Reactive loads, like motors, will cause some voltage droop.

Looking forward to the results!

Keith
 

StanleyRegister

Registered
I found a Tripolet 300v panel meter on eBay that's almost identical to the other 2 meters on the panel - now that hole is filled.

Ran it again today - it still needed a brief RPM boost to put the voltage up. Might that issue go away after a bunch of running? I imagine it wasn't a problem in the days that the unit auto-started on power line loss, as there would have been nobody present to tweak the throttle.
 

Vanman

Subscriber
Last Subscription Date
06/10/2020
When it starts electrically, the exciter is used as a cranking motor, and so is already heavily excited by the battery when the engine starts, so it would always generate when started electrically.

The manual plants have a button that shunts the exciter field resistor to give it enough of a boost to build up. You could fit yours with a button, or give the throttle a little goose, whichever you find to be the most convenient. ;) For a manual start, residual magnetism is relied upon for the exciter build up. Longer running likely won't add any more to the residual magnetism, although this model of generator does substantially increase exciter excitation under load. So letting it take a good load may help, or it may not....

I forgot in my last post- make sure that your governor speed setting is good before proceeding to any voltage adjustment. Speed will directly effect voltage, so set that correctly first.

Sounds like a nice score on the meter.

Keith
 

StanleyRegister

Registered
I'll need to get a little mechanical tach to put on the tail of the armature shaft. Or maybe there's some kind of inductive automotive dwell/tach? I did find a little 12v battery that can power a timing light.

Here are the RPM instructions from the manual that you sent.

1593803586305.png

Do you think that the 100w load they mention would be across one leg of the output, and the 115v should show on that same leg? I'm a little confused where they say that, at full load, the 1250 RPM : 115v should change down to 1200 RPM : 115v - I'd have guessed that the voltage would droop too.
 

Vanman

Subscriber
Last Subscription Date
06/10/2020
You can use a frequency meter as rpm is cycles per second x 20 on a six pole generator. So 62-1/2 no load, 60 at full load.

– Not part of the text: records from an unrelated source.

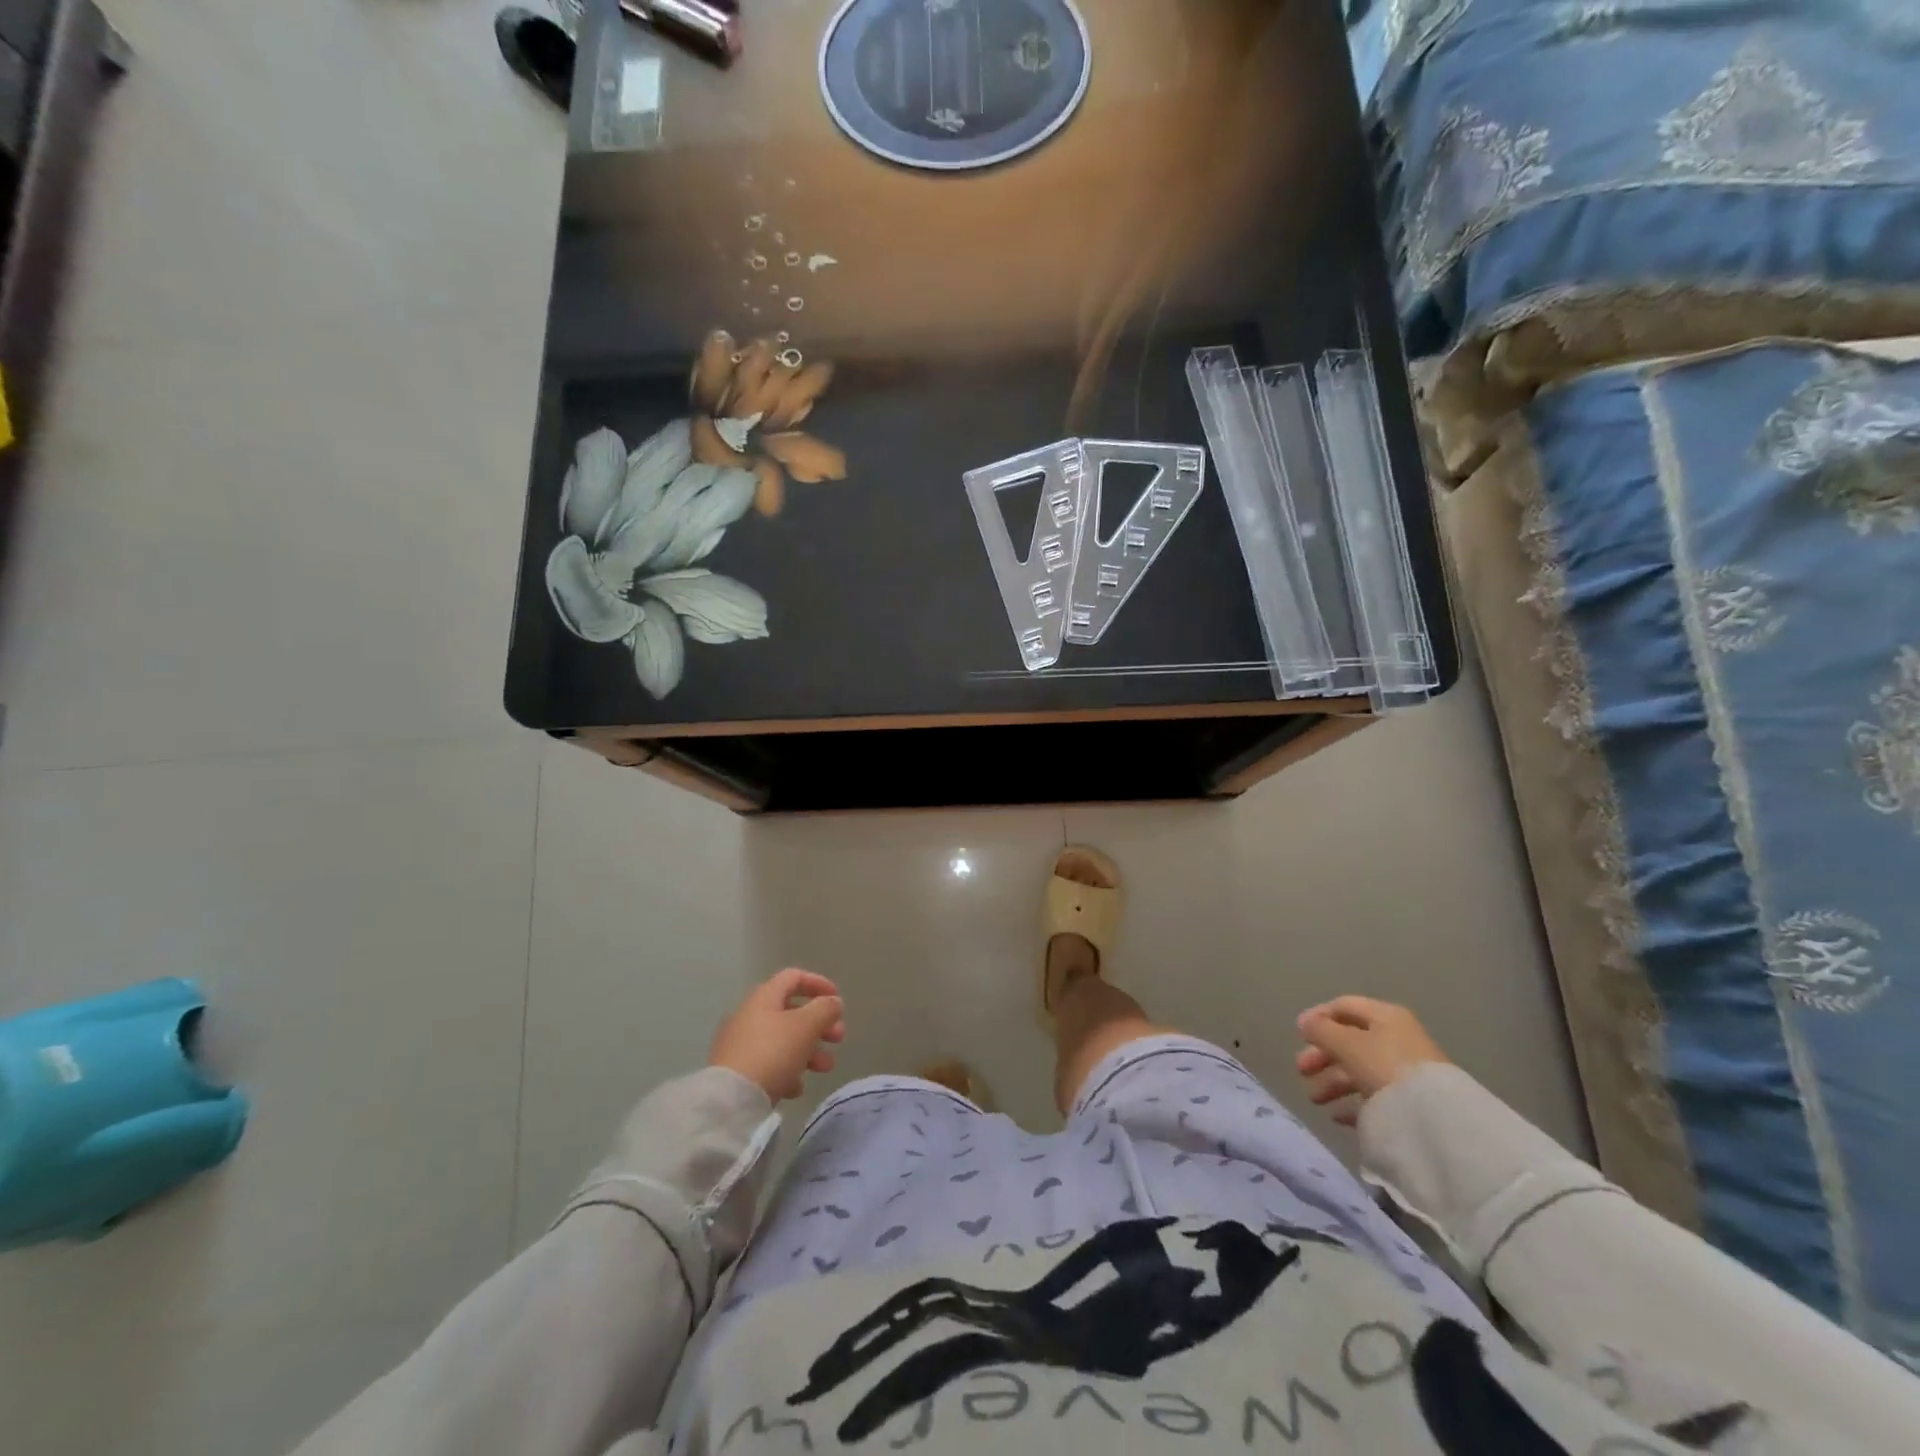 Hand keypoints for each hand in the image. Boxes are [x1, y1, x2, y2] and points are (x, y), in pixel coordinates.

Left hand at [710, 968, 846, 1102]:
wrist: (730, 1100)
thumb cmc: (773, 1052)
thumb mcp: (807, 1026)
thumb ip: (825, 1009)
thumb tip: (833, 1002)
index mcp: (764, 997)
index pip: (794, 977)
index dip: (818, 984)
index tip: (838, 999)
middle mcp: (749, 1015)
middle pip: (791, 1012)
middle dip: (819, 1024)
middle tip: (838, 1039)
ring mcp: (740, 1044)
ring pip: (782, 1040)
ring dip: (809, 1050)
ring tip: (825, 1068)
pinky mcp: (736, 1072)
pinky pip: (768, 1064)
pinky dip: (787, 1071)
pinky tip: (796, 1089)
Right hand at [1294, 996, 1448, 1125]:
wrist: (1434, 1118)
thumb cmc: (1384, 1066)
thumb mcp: (1346, 1043)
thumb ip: (1320, 1030)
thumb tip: (1304, 1022)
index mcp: (1385, 1016)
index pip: (1344, 1006)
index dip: (1318, 1017)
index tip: (1298, 1035)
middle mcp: (1396, 1039)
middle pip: (1349, 1041)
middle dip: (1322, 1055)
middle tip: (1301, 1071)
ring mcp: (1404, 1072)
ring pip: (1359, 1070)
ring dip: (1332, 1082)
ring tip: (1315, 1100)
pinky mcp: (1409, 1102)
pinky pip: (1373, 1098)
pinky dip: (1352, 1103)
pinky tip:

At such a light load, both lines should measure the same anyway. I’m guessing the small load is for Automatic plants, to make them start and run. 100 watt is essentially no load.

The manual is likely also written with a two wire, 115 volt plant in mind. I would do all of your measurements and loading at 230 volts, across both lines. You can likely bump the voltage up a bit so you’re at more like 120/240, the modern standard nominal voltage. 115/230 is perfectly fine and adequate as well, so long as you don’t have a lot of voltage drop in the your wiring.

The generator is compounded such that increasing load increases exciting current. It is designed to keep the voltage fairly constant across the load range, even though the governor necessarily has speed droop. Pretty cool.

Keith
 

nblack

Registered
Awesome! congratulations! Very nice score on the meter too, BTW. Some of those old meters are an old "standard size" that has been obsolete in industry for decades. So finding the right meter is VERY lucky!
As far as the residual magnetism goes, I would crank it with either 4-8 volt batteries, or (easier to get) 3-12 volt batteries. The exciter would therefore be PROPERLY refreshed regardless of how long the unit sat without being cranked. It is another testament to the absolute brilliance of the design team that built these beasts. If you ever need to get inside the Waukesha (affectionately know here on the 'Stak as a "wookie" ) you will bear witness to ANOTHER level of incredible engineering. Obviously "overbuilt" was blase' or standard in their vocabulary at that time in Waukesha's history.
 

Zephyr7

Registered
. If you ever need to get inside the Waukesha (affectionately know here on the 'Stak as a "wookie" ) you will bear witness to ANOTHER level of incredible engineering. Obviously "overbuilt" was blase' or standard in their vocabulary at that time in Waukesha's history.
They’re known as “thunder pumpkins” in the industry too since Waukesha paints things orange at their plant. There are lots of them running stuff in the petroleum industry. Famously reliable, similar reputation to Cat.